She pales; Harry knows he has hit a nerve. So he continues, "A child born out of wedlock, sired by an unknown father, would mean shame and disgrace for both you and your family. It would ruin your future and be destined to be nothing more than a stain on the family's reputation. On the other hand, openly admitting that it's Draco Malfoy's child you're bearing might be even worse given the current situation."

"You mean now that your precious side of the light was able to declare him not only a wannabe assassin and a traitor, but finally a proven Death Eater as well?" she sneers, but the venom is gone from her voice. "Yes, you can safely assume that a fatherless Parkinson bastard will still be better off in the wizarding world now than an heir to the blackened name of Malfoy."

"Things would be very different for a child whose last name was Potter, though."

She seems taken aback for a moment. "You'd want this child to be yours? What are you up to, Potter - what's in it for you in this deal?"

"I'd have expected you to understand, Pansy."

For the first time since she entered the room, Pansy is looking at him without anger or defiance. Her eyes seem to drill into his, examining him, questioning his reasons, his intentions, trying to see...

She remains silent for a long time before she says quietly, "I've underestimated you, Potter, I'll give you that. But this is neither the time nor the place for Gryffindor heroics. He is dead, and you're not going to get him back by trying to live his life in his stead."

"I know that," Harry answers, equally quiet, "and I'm not going to try. But there's something left of his life, other than just memories, and I'm asking you to let me be a part of it. I can make all the difference for this child's future, Pansy. I won't do it for your sake, just as you won't agree for mine, but for the sake of his child."

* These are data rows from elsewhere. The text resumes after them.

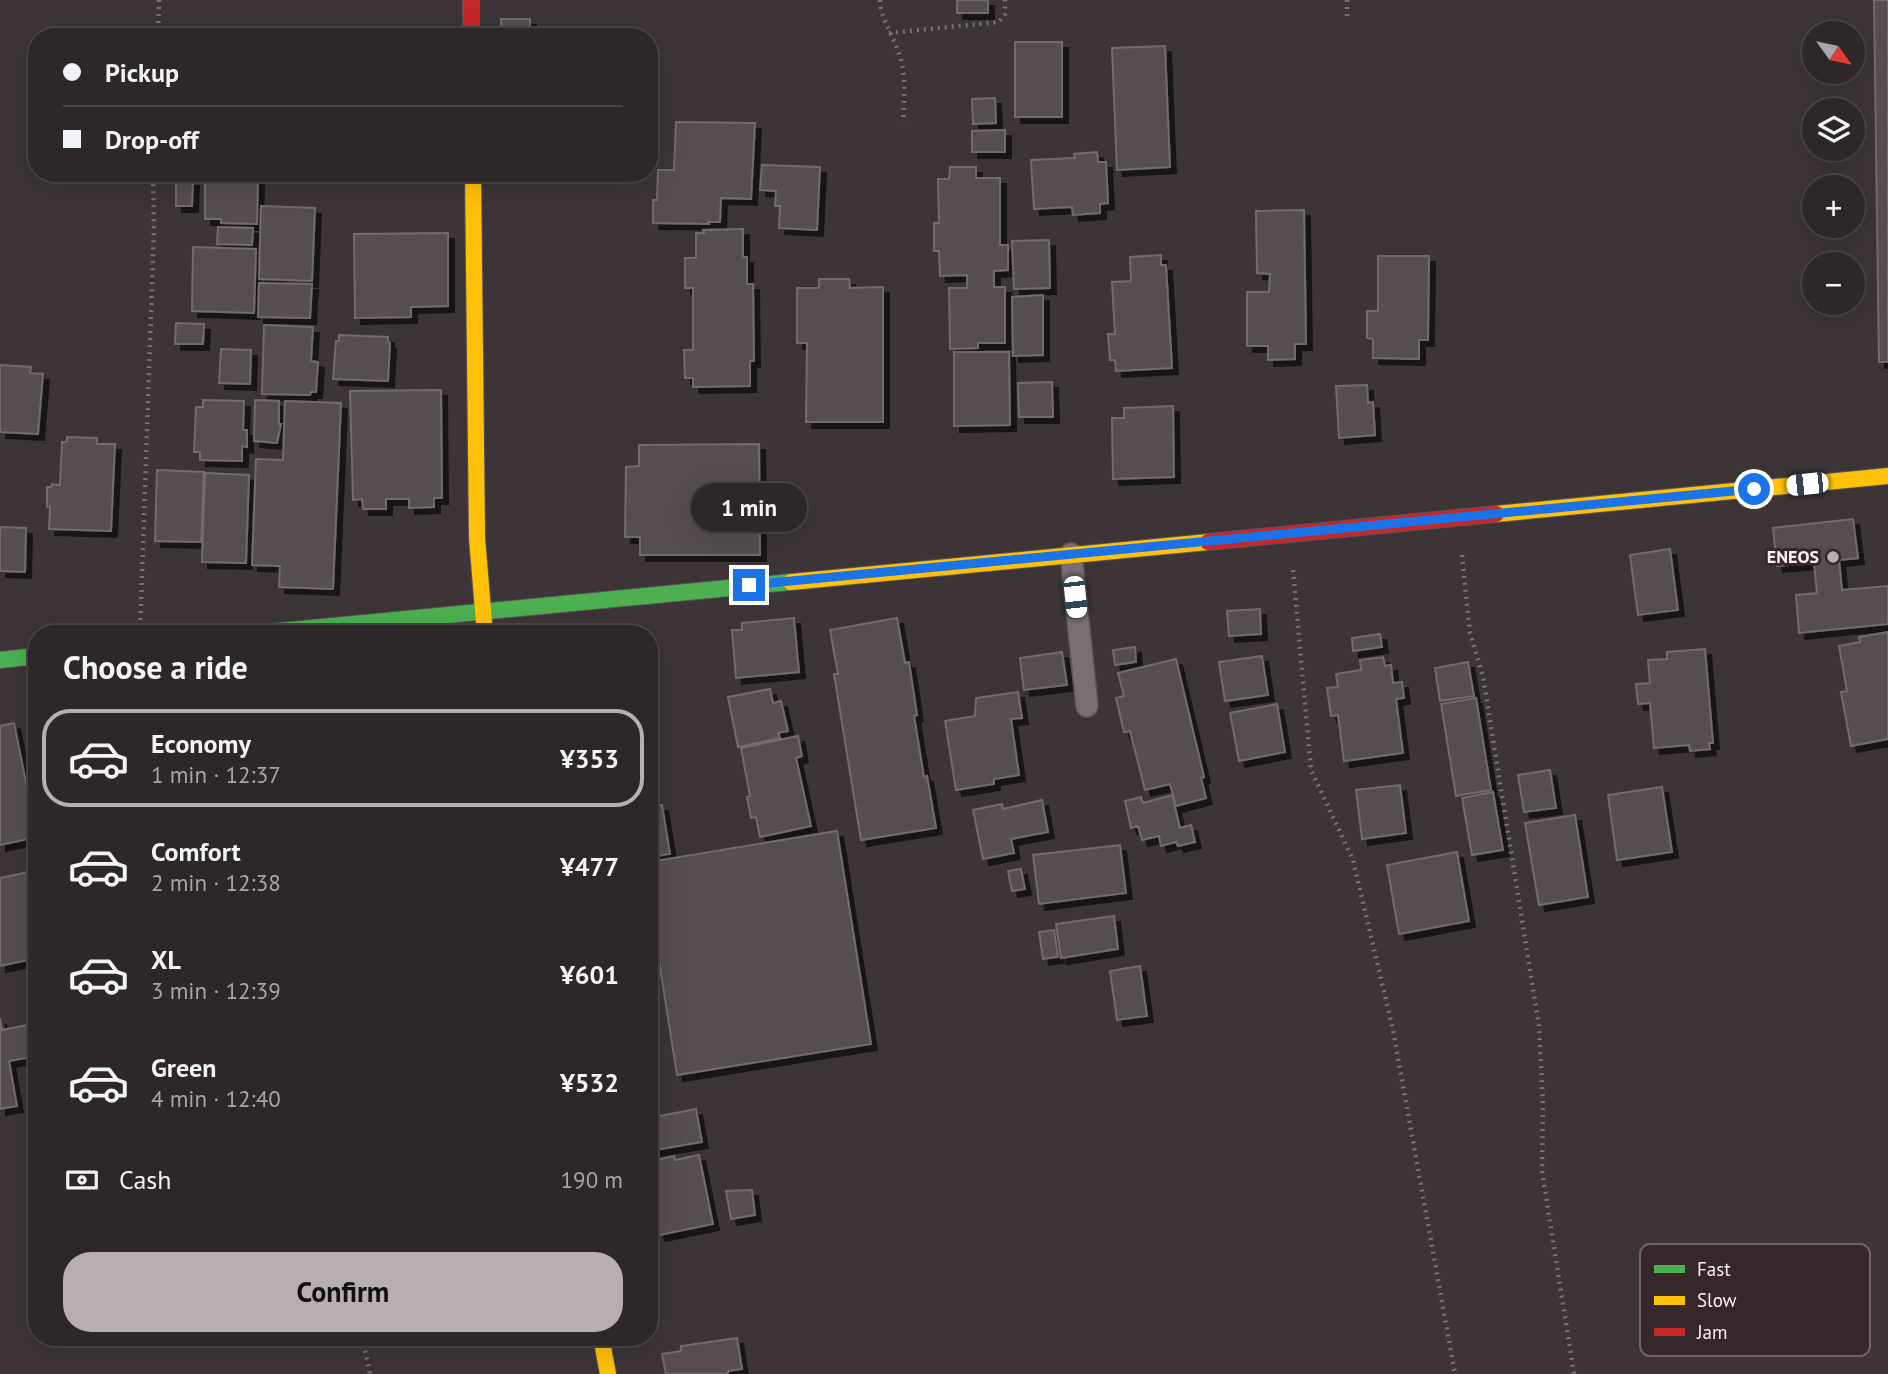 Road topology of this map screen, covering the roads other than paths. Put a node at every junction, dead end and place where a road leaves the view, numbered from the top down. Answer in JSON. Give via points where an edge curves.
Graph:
{"nodes":[{"id":1,"x":471,"y":0,"type":"edge"},
{"id":2,"x":471,"y":28,"type":"edge"},
{"id":3,"x":473,"y":182,"type":"edge"},
{"id":4,"x":1888,"y":476,"type":"edge"},
{"id":5,"x":1071,"y":554,"type":"junction"},
{"id":6,"x":481,"y":610,"type":"junction"},
{"id":7,"x":337,"y":625,"type":"edge"},
{"id":8,"x":484,"y":625,"type":"edge"},
{"id":9,"x":28,"y":657,"type":"edge"},
{"id":10,"x":0,"y":660,"type":"edge"},
{"id":11,"x":1087,"y":706,"type":"dead end"},
{"id":12,"x":603,"y":1346,"type":"edge"},
{"id":13,"x":608,"y":1374,"type":"edge"}],
"edges":[{"from":1,"to":2,"type":"street"},
{"from":3,"to":6,"type":"street"},
{"from":4,"to":5,"type":"street"},
{"from":5,"to":6,"type":"street"},
{"from":5,"to":11,"type":"lane"},
{"from":6,"to":7,"type":"street"},
{"from":6,"to":8,"type":"street"},
{"from":9,"to":10,"type":"street"},
{"from":12,"to":13,"type":"street"}]}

When there's no reaction from her, Harry continues, "I doubt you are going to turn me down, because you simply can't afford it - but I'm perfectly willing to beg if it makes you feel any better."

She shrugs. "No need, Potter. I recognize an offer I can't refuse when I hear it. Just tell me, have you actually thought about what you're doing here? About the consequences, the practical implications? Do you have any idea what it means to marry into an old pureblood family?"

Her eyes narrow in suspicion when she adds, "You're not seriously expecting me to share this half-Muggle kind of life you've been leading so far?"

Before Harry can answer, there's a short, sharp knock, and the door of the study opens: Mr Parkinson is back.

Pansy steps away from Harry and, picking up her wand in one swift movement, turns to face her father.

"Dad, you'll excuse me - you and Mr Potter have a few things to discuss, given the fact that he has just proposed to me and I have agreed to marry him."

* * *

Harry tries very hard not to fidget in his uncomfortable wooden chair when Mr Parkinson keeps staring at him from across his desk, which he seems to have placed between them as a kind of safety barrier. He doesn't look as apoplectic as Harry half expected him to, and Harry can't help wondering whether this is a good or a bad sign.

Well. You don't live to defeat a Dark Lord just to be intimidated by the unreadable mood of your prospective father-in-law afterwards.

Once more, Harry aims for that expression of haughty indifference Draco was so good at.

"Pardon me, Mr Parkinson, but sooner or later, you will have to talk to me."

Mr Parkinson shakes his head ever so slightly. "What do you expect me to say, Mr Potter? Don't you think you at least owe me the courtesy of an explanation?"

Harry shrugs.

"There's very little to explain, I believe. We are both aware of your daughter's condition, and I'm not going to back out of my responsibility. I hope you did not expect any more detailed... explanations from me?"

There. Nothing he said was actually a lie, even if it was bound to lead Pansy's father to the wrong conclusion, and hopefully, the self-assured arrogance of the last question would make him refrain from further enquiries - be it only to protect his own dignity. Not for the first time, Harry reckons that he really might have done quite well in Slytherin.

"I have no intention to dwell on what's happened and can't be changed, Mr Potter, but I think I have a right to know what your plans for my daughter's future might be. What are you going to do with your life, now that the war is over?"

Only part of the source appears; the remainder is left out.